このサンプル・アダプターは、バックエンド・サービスからの RSS フィードの取得を可能にするリソース URL を 1 つだけ公開します。

  • @GET は、このプロシージャーが HTTP GET 要求のみに応答することを示します。
  • @Produces("application/json") は、送り返す応答のコンテンツ・タイプを指定します。クライアント・サイドで処理しやすいように、応答を JSON オブジェクトとして送信することにします。
  • @Context HttpServletResponse response を使用して、応答出力ストリームに書き込みます。これにより、単純なストリングを返す場合より細分性を高めることができます。
  • @QueryParam("tag") ストリング・タグにより、プロシージャーがパラメーターを受け取ることができます。QueryParam を選択することは、照会 (/JavaHTTP/?tag=MobileFirst_Platform) でパラメーターを渡すことを意味します。その他のオプションとしては、@PathParam@HeaderParam@CookieParam@FormParam などがあります。
  • throws IOException, ... は、例外をすべてクライアントに転送することを表します。HTTP 500 エラーとして受信される潜在的な例外をクライアント・コードで処理する必要があります。別の解決策として (多くの場合は実動コードで使用されますが)、サーバーの Java コードで例外を処理し、クライアントに何を送信するかを具体的なエラーに基づいて決定するという方法があります。
  • execute(new HttpGet("/feed.xml"), response)。 バックエンド・サービスに対する実際の HTTP 要求は、後で定義される別のメソッドで処理されます。

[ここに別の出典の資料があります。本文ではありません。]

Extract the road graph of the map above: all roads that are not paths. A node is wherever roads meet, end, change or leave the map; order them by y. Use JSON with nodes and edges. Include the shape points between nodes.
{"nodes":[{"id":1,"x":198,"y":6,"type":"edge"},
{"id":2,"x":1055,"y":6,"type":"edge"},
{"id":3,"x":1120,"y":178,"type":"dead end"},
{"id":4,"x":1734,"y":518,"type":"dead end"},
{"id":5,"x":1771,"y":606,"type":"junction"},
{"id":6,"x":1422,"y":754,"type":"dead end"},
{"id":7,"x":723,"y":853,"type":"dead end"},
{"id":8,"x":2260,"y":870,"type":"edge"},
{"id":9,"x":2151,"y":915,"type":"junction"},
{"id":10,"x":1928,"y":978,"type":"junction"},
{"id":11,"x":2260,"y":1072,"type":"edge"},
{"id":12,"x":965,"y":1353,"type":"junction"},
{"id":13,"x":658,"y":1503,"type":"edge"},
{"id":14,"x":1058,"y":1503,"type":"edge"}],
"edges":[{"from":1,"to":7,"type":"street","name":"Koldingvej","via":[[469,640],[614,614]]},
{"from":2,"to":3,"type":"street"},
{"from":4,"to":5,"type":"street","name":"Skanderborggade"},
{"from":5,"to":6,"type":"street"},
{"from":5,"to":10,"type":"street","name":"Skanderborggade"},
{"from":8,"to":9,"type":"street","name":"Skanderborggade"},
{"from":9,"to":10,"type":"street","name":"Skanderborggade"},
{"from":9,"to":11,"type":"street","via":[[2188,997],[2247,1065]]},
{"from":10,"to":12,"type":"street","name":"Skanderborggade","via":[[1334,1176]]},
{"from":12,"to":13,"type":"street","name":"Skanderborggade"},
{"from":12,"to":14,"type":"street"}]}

tag パラメーターを渡すかどうかによって、execute がビルドするパス、および取得する RSS ファイルが異なります。

execute()

public void execute(HttpUriRequest req, HttpServletResponse resultResponse)
        throws IOException,
        IllegalStateException, SAXException {
    HttpResponse RSSResponse = client.execute(host, req);
    ServletOutputStream os = resultResponse.getOutputStream();
    if (RSSResponse.getStatusLine().getStatusCode() == HttpStatus.SC_OK){  
        resultResponse.addHeader("Content-Type", "application/json");
        String json = XML.toJson(RSSResponse.getEntity().getContent());
        os.write(json.getBytes(Charset.forName("UTF-8")));

    }else{
        resultResponse.setStatus(RSSResponse.getStatusLine().getStatusCode());
        RSSResponse.getEntity().getContent().close();
        os.write(RSSResponse.getStatusLine().getReasonPhrase().getBytes());
    }
    os.flush();
    os.close();
}
  • HttpResponse RSSResponse = client.execute(host, req)。統計 HTTP クライアントを使用して HTTP 要求を実行し、応答を保管します。
  • ServletOutputStream os = resultResponse.getOutputStream()。応答をクライアントに書き込む出力ストリームです。
  • resultResponse.addHeader("Content-Type", "application/json")。前に述べたように、応答を JSON として送信することを選択します。
  • String json = XML.toJson(RSSResponse.getEntity().getContent())org.apache.wink.json4j.utils.XML を使用して、XML RSS を JSON ストリングに変換します。
  • os.write(json.getBytes(Charset.forName("UTF-8"))) で、結果の JSON ストリングを出力ストリームに書き込みます。

その後、出力ストリームがフラッシュされて閉じられます

RSSResponse200 OK でない場合、代わりに状況コードと理由を応答に書き込みます。

サンプル・アダプター

ここをクリック してアダプター Maven プロジェクトをダウンロードします。

アダプター Maven プロジェクトには、前に説明した JavaHTTP アダプターが含まれています。